もちろん男女の関係なく、そして年齢にも関係なく、すべての働く人にとって職場が快適であり、自らが成長できる場であるのは望ましいことです。またすべての構成員が自らの能力を発揮し、評価される場であればみんなやる気になります。

しかしながら日本の会社を見ると、その運営ルールがどうも男性に対して有利につくられているように思えてなりません。その証拠に、私が講師でお伺いする大きな組織では、幹部研修や取締役研修に出席されるのはほとんどが男性でした。
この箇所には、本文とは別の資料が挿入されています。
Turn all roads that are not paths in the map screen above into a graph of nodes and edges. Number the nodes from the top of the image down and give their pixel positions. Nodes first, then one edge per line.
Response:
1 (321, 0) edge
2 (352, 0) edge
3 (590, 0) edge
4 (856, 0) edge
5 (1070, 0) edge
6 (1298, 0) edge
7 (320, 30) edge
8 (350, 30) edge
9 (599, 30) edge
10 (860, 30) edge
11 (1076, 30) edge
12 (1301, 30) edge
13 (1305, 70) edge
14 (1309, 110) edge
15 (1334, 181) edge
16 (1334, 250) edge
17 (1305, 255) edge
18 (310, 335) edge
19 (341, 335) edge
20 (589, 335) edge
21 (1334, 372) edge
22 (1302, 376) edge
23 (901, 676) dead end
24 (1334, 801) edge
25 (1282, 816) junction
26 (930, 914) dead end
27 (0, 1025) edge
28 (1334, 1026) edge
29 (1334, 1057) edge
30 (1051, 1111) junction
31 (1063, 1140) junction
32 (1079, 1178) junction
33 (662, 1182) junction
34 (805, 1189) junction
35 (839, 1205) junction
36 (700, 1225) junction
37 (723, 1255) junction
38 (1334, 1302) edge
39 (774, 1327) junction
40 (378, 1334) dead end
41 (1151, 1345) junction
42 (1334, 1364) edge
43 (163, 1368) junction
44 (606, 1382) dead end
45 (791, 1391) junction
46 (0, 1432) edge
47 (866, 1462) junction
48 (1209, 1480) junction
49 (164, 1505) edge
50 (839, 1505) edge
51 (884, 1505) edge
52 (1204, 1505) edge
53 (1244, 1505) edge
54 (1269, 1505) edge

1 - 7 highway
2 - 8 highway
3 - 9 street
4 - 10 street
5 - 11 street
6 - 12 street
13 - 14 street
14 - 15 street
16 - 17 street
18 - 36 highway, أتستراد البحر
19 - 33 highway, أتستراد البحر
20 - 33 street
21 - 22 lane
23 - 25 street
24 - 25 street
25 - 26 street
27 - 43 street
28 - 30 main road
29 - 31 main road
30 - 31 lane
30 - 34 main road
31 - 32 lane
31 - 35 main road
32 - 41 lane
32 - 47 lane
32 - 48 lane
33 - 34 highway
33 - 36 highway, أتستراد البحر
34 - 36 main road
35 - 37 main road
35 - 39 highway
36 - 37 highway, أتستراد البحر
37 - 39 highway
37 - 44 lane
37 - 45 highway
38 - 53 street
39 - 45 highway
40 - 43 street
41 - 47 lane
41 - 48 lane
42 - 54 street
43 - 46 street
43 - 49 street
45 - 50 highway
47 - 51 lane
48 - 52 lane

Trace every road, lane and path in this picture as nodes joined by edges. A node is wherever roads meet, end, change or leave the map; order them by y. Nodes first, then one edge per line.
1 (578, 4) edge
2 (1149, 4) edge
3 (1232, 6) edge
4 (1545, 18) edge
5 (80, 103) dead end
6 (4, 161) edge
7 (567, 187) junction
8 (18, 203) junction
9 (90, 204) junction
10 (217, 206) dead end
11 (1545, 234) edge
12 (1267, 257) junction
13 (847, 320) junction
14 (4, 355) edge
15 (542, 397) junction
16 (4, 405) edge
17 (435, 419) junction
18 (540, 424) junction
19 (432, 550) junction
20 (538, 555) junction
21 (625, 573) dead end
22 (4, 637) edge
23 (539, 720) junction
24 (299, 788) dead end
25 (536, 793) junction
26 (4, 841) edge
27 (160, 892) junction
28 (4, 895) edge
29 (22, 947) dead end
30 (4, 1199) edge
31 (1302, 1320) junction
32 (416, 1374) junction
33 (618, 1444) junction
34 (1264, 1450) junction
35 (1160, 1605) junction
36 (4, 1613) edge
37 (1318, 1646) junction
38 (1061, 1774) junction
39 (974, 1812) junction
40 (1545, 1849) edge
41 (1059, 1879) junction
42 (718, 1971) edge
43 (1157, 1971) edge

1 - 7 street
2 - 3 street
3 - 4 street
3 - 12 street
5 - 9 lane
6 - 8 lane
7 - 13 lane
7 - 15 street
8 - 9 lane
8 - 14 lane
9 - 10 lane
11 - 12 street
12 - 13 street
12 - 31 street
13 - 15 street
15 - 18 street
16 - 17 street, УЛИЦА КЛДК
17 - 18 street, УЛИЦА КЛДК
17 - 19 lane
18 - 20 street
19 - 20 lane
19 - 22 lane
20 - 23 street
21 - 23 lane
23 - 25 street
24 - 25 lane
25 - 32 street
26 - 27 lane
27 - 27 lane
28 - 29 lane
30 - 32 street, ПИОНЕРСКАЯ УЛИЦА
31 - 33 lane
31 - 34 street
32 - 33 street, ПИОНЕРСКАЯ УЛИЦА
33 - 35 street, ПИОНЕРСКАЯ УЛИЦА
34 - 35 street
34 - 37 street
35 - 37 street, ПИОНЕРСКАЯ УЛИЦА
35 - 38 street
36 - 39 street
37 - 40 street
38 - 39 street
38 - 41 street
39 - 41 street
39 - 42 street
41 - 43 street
ルールが男性向きにつくられているのであれば、女性がそこで出世できず、疲れてしまうのは無理がありません。

「会社は軍隊である」と喝破したベティ・L・ハラガン

そんなことを考えながら、ずっと以前から私は「そもそも会社組織が男性向きなのではないか?」と漠然と考えていたのです。これについて重要なヒントをくれる本がありました。それが『ビジネスゲーム』(ベティ・L・ハラガン著、福沢恵子・水野谷悦子共訳、光文社/知恵の森文庫)です。

アメリカで超ベストセラーの本書、著者が女性目線から「会社は軍隊である」と喝破しています。うすうすそんな気がしていましたが、本書を読んで改めて会社は軍隊的組織だと納得しました。

軍隊は好戦的な男たちが勝利を目的として結成する組織です。会社がその伝統を受け継いでいるとしたら、戦いを好まない女性にとって居心地がいい場所であるはずがありません。そこにいたら女性が疲れるはず。

男と女の性差ですべて説明できる話ではありませんが、男性的気質vs女性的気質と考えればかなり説得力があります。ちなみに私は本書でいうところの女性的気質が強く、「だから自分は組織勤めに向かないのか」と合点しました。

冒頭ストーリーに登場した美鈴さんも、そして友人で書店の店長を務める真知子さんも、仕事にずいぶんストレスを抱えている様子。

もしかしたら彼女たちもまた軍隊的な組織気質になじめないのかもしれません。